As agências de mídia são separadas das agências de criação, então se cria uma camada de competição que o mercado realmente não precisa. Quando criação e mídia trabalham junto, o resultado é muito melhor. Mas, por aqui, assim como no Brasil, há vários tipos de agência e vários tipos de publicitários. O que me parece é que em todo lugar do mundo está todo mundo se questionando qual é o melhor modelo, se as agências têm que mudar e, se sim, mudar como. Eu acho que a fragmentação da mídia e o controle que as pessoas têm sobre as mensagens que recebem estão criando uma revolução tão grande quanto a revolução digital do final dos anos 90. É a revolução da experiência, onde uma ideia em si não é boa suficiente se não levar em conta como as pessoas vão experimentar a ideia.

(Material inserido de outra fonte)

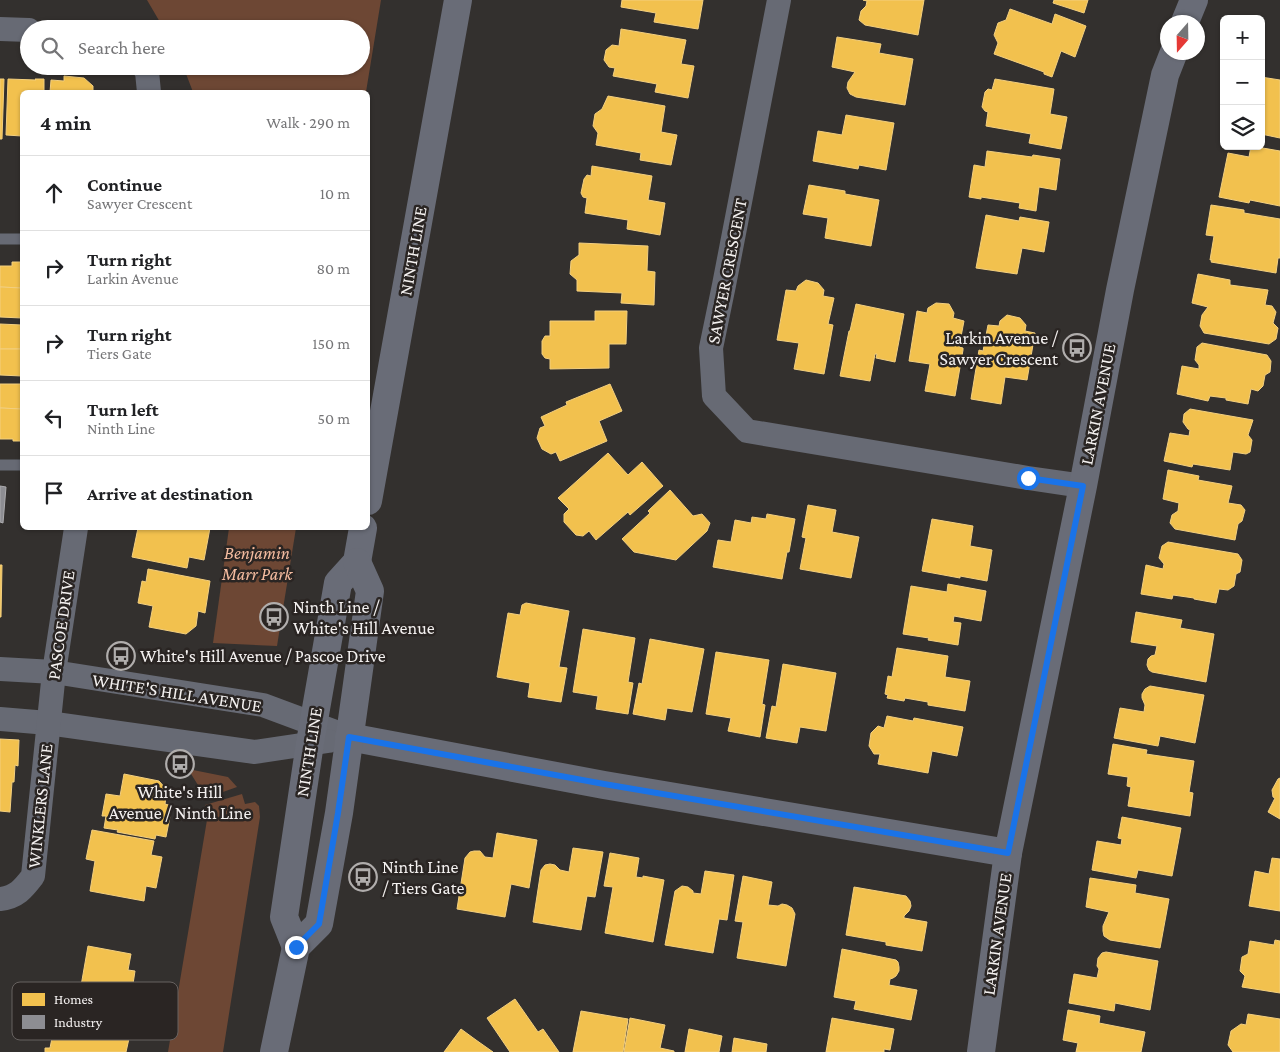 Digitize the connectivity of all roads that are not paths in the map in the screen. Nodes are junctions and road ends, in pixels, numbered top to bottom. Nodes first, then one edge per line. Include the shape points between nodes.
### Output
1 (458, 0) edge
2 (779, 0) edge
3 (1194, 0) edge
4 (1188, 15) edge
5 (0, 29) edge
6 (20, 30) edge
7 (1171, 60) edge
8 (147, 75) edge
9 (149, 90) edge
10 (0, 239) edge
11 (20, 239) edge
12 (0, 465) edge
13 (20, 466) edge
14 (1083, 486) junction
15 (370, 490) edge
16 (76, 530) edge
17 (363, 530) edge
18 (356, 562) junction
19 (0, 669) edge
20 (54, 672) junction
21 (0, 719) edge
22 (48, 723) junction
23 (312, 734) junction
24 (349, 737) junction
25 (1008, 853) junction
26 (0, 899) edge
27 (296, 947) junction
28 (274, 1052) edge
29 (981, 1052) edge

1 - 15 street, NINTH LINE
2 - 14 street, SAWYER CRESCENT via 711,348 714,396 747,431
3 - 4 street
5 - 6 street
7 - 14 street, LARKIN AVENUE via 1130,241
8 - 9 street
10 - 11 lane
12 - 13 lane
14 - 25 street, LARKIN AVENUE
16 - 20 street, PASCOE DRIVE
17 - 18 street
18 - 23 street, NINTH LINE via 338,582
18 - 24 street via 370,591
19 - 20 street, WHITE'S HILL AVENUE
20 - 22 street, PASCOE DRIVE
20 - 23 street, WHITE'S HILL AVENUE via 263,705
21 - 22 street, WHITE'S HILL AVENUE
22 - 23 street, WHITE'S HILL AVENUE via 255,752
22 - 26 street, WINKLERS LANE via 33,876 22,891
23 - 24 street, WHITE'S HILL AVENUE
23 - 27 street, NINTH LINE via 284,917
24 - 25 street
24 - 27 street via 319,924
25 - 29 street, LARKIN AVENUE
27 - 28 street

Há algo que se pareça por aí com o mercado brasileiro? O que os australianos pensam sobre a propaganda e os publicitários do Brasil?
Falta de diversidade, apego excessivo a prêmio e uma tendência de pensar marca primeiro, e não no que o consumidor realmente quer são traços parecidos. Mas acho que aqui tem umas agências mais modernas, tentando resolver esses problemas e achar maneiras mais modernas de trabalhar. A criatividade brasileira é imbatível. Mas a propaganda brasileira tem uma reputação péssima. Quando criativos brasileiros mudam para o exterior, enfrentam vários problemas para lidar com a realidade das agências e clientes. A propaganda brasileira precisa parar de pensar em Cannes e focar em trabalho real, usar a imbatível criatividade brasileira para resolver problemas de verdade.
Como é trabalhar por aí e o que você tem feito de melhor?
Trabalhar aqui tem um foco intenso em colaboração. Cada vez mais eu vejo equipes quebrando essa ideia de redator/diretor de arte e vejo designer trabalhando com animador e developer ou producer com diretor de arte e planejador de mídia. Tem um pouco essa tendência de times que se organizam ao redor do problema, ao invés de forçar o problema por um processo de agência que é igual para qualquer job. Cada campanha que eu faço é a minha preferida. Mas minha paixão fica onde eu consigo combinar tecnologia com uma puta narrativa que possa mover as pessoas.